O caso Ao Man Long, por exemplo, ficou marcado por uma polémica que levantou a discussão da sobreposição do interesse público ao procedimento judicial, quando foram divulgados na imprensa factos sobre o processo que em circunstâncias normais estariam em segredo de justiça. Este é sem dúvida um exemplo extremo da dificuldade que existe em encontrar um equilíbrio entre aquilo que se pode tornar público, pois aqui tinhamos num dos pratos da balança o direito do indivíduo à presenção da inocência, e do outro a opinião pública e a própria imagem do Executivo, ultimamente responsável pela conduta do secretário. Mas pegando em casos mais simples onde por vezes é colocada em causa a honra, temos o exemplo daquilo que eu faço: expressar a minha opinião. Identificado um texto como sendo de opinião, fica-se a coberto de uma série de protecções que uma notícia não tem; não existe o dever da precisão ou da veracidade dos factos, mas há cuidados a exercer quando se faz referência a alguém ou algo, neste caso uma pessoa colectiva ou uma entidade pública, por exemplo. Posso afirmar que "A. é incompetente" a cobro da liberdade de opinião, mas caso A. sinta que estou a pôr em causa o seu bom nome, pode-me pedir esclarecimentos, e caso eu não tenha qualquer motivo para o ter ofendido na sua honra, posso vir a ter problemas. Agora se conseguir apontar uma conduta que seja que considere danosa , nem que seja apenas para mim mesmo, e que lhe possa ser imputada, nada feito - é a minha opinião, não estou obrigado a justificá-la. Sugerir que alguém é homossexual por exibir um comportamento efeminado, por exemplo, não é o mesmo que afirmar que alguém é de facto homossexual. Tive o exemplo do personagem Filipe, dos meus filmes, que corresponde a esta descrição, e escutei comentários nesse sentido, no entanto não me sinto melindrado nem reconheço uma intenção de quem faça esse juízo de me ofender ou atingir a honra.

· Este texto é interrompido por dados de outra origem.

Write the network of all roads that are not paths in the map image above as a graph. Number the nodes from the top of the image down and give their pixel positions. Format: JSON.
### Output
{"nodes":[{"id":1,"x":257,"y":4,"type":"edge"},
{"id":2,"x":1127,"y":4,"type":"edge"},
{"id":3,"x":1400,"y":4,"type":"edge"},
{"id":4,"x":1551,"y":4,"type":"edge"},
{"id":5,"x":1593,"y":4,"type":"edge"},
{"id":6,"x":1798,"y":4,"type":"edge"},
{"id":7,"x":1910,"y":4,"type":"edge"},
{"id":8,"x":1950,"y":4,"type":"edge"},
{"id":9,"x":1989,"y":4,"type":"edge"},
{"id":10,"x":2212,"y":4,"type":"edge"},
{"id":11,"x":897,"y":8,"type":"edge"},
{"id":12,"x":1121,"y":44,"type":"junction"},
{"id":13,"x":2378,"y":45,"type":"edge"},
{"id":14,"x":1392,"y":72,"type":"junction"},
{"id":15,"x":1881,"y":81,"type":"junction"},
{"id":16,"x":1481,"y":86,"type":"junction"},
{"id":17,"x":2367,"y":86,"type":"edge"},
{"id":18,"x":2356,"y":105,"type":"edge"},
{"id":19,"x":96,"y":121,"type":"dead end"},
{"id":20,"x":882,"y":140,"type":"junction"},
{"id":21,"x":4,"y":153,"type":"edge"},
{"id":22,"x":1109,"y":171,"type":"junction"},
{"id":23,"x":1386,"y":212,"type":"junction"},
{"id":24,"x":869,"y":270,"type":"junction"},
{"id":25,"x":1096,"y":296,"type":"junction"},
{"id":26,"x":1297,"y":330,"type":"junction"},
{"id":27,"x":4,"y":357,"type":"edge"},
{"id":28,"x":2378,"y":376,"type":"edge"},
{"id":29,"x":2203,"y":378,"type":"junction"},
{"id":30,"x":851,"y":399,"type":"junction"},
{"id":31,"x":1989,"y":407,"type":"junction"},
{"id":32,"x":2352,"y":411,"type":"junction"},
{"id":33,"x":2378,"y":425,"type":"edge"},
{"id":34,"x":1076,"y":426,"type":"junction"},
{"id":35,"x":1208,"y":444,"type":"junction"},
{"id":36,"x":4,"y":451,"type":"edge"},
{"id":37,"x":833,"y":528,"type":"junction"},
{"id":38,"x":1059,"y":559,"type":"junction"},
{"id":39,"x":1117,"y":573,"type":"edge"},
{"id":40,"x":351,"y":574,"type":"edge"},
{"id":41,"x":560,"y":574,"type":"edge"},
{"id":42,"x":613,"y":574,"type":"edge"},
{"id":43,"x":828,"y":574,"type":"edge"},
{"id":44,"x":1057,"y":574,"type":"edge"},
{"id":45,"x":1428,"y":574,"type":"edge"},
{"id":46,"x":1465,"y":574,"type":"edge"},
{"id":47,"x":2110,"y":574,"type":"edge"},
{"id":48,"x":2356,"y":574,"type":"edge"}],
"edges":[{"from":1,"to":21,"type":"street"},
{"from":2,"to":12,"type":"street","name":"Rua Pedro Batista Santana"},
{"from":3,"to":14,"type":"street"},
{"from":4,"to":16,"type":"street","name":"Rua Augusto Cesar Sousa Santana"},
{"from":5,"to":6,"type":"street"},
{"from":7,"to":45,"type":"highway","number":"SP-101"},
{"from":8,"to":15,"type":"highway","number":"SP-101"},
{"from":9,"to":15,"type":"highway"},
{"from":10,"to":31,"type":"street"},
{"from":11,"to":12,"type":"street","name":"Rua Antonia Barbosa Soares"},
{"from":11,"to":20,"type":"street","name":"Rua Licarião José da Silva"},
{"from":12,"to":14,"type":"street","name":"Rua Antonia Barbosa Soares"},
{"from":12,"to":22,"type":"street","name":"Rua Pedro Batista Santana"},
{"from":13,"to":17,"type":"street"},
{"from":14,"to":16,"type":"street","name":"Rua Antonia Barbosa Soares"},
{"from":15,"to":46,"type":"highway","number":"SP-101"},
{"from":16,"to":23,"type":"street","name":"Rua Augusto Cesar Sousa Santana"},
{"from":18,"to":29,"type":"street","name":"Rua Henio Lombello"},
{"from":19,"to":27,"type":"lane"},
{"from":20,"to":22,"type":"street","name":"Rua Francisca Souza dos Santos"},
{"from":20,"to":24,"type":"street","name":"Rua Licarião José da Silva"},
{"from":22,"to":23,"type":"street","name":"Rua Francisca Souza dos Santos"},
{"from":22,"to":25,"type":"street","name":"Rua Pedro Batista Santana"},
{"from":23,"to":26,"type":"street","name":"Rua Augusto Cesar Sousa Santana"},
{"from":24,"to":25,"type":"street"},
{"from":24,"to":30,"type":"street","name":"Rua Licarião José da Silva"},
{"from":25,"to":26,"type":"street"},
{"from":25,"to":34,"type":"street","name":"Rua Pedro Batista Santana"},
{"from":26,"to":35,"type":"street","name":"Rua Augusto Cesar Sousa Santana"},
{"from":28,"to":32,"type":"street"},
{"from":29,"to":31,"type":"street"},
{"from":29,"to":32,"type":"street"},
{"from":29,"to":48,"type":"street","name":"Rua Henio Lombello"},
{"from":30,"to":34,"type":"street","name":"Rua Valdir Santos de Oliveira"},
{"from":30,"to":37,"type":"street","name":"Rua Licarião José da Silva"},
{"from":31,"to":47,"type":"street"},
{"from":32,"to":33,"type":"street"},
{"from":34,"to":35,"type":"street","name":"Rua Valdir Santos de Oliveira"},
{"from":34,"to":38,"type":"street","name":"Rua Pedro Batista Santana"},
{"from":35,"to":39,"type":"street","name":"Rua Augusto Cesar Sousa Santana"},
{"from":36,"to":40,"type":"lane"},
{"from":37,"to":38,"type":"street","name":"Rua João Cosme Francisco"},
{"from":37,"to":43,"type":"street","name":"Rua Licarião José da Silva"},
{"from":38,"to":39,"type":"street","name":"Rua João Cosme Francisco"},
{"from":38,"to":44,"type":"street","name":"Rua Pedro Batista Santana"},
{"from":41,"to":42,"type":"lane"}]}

Mas nisto da opinião há que exercer certas cautelas. No caso de insinuar que certa conduta é ilegal ou criminosa e nesse contexto inserir o nome de alguém, pode-se abrir a porta a um precedente perigoso; levando uma situação deste tipo à barra dos tribunais e dando-se razão ao autor, pode-se dar o caso de serem permitidas os maiores atentados e para branqueá-los basta escrever no canto da página ou no subtítulo do artigo a palavra "opinião". Na eventualidade de ser dar razão à parte ofendida, pode acontecer o extremo de não ser mais possível incluir o nome de qualquer pessoa singular ou colectiva num texto onde se descreva uma situação passível de ser associada com esse nome - mesmo que em polos opostos desse texto. No exercício da opinião pessoal há ainda que usar o senso comum, especialmente na hora de detectar uma figura de estilo, como uma metáfora ou uma antítese, hipérbole ou simile. Comparar por exemplo uma reunião ou uma assembleia que tenha decorrido de forma atribulada ou desordeira a um "circo" parece perfeitamente legítimo, mas caso não existam razões para tal, pode ser entendido como uma provocação, e depois tudo depende de quem e do que está em causa. É também sensato identificar se estamos na presença de uma sátira, ou de uma simples rábula. Um texto que contenha elementos do fantástico, do sobrenatural ou qualquer coisa que nunca poderia ser interpretado como verídico ou que tenha de facto ocorrido dispensa mesmo que se indique previa ou posteriormente tratar-se de ficção - a não ser que pelo meio se façam asserções que remetam para algum caso concreto, facto ou acontecimento real, e aqui convém não ter uma imaginação muito fértil, ou fazer leituras abusivas, identificando intenções que não foram de todo expressas.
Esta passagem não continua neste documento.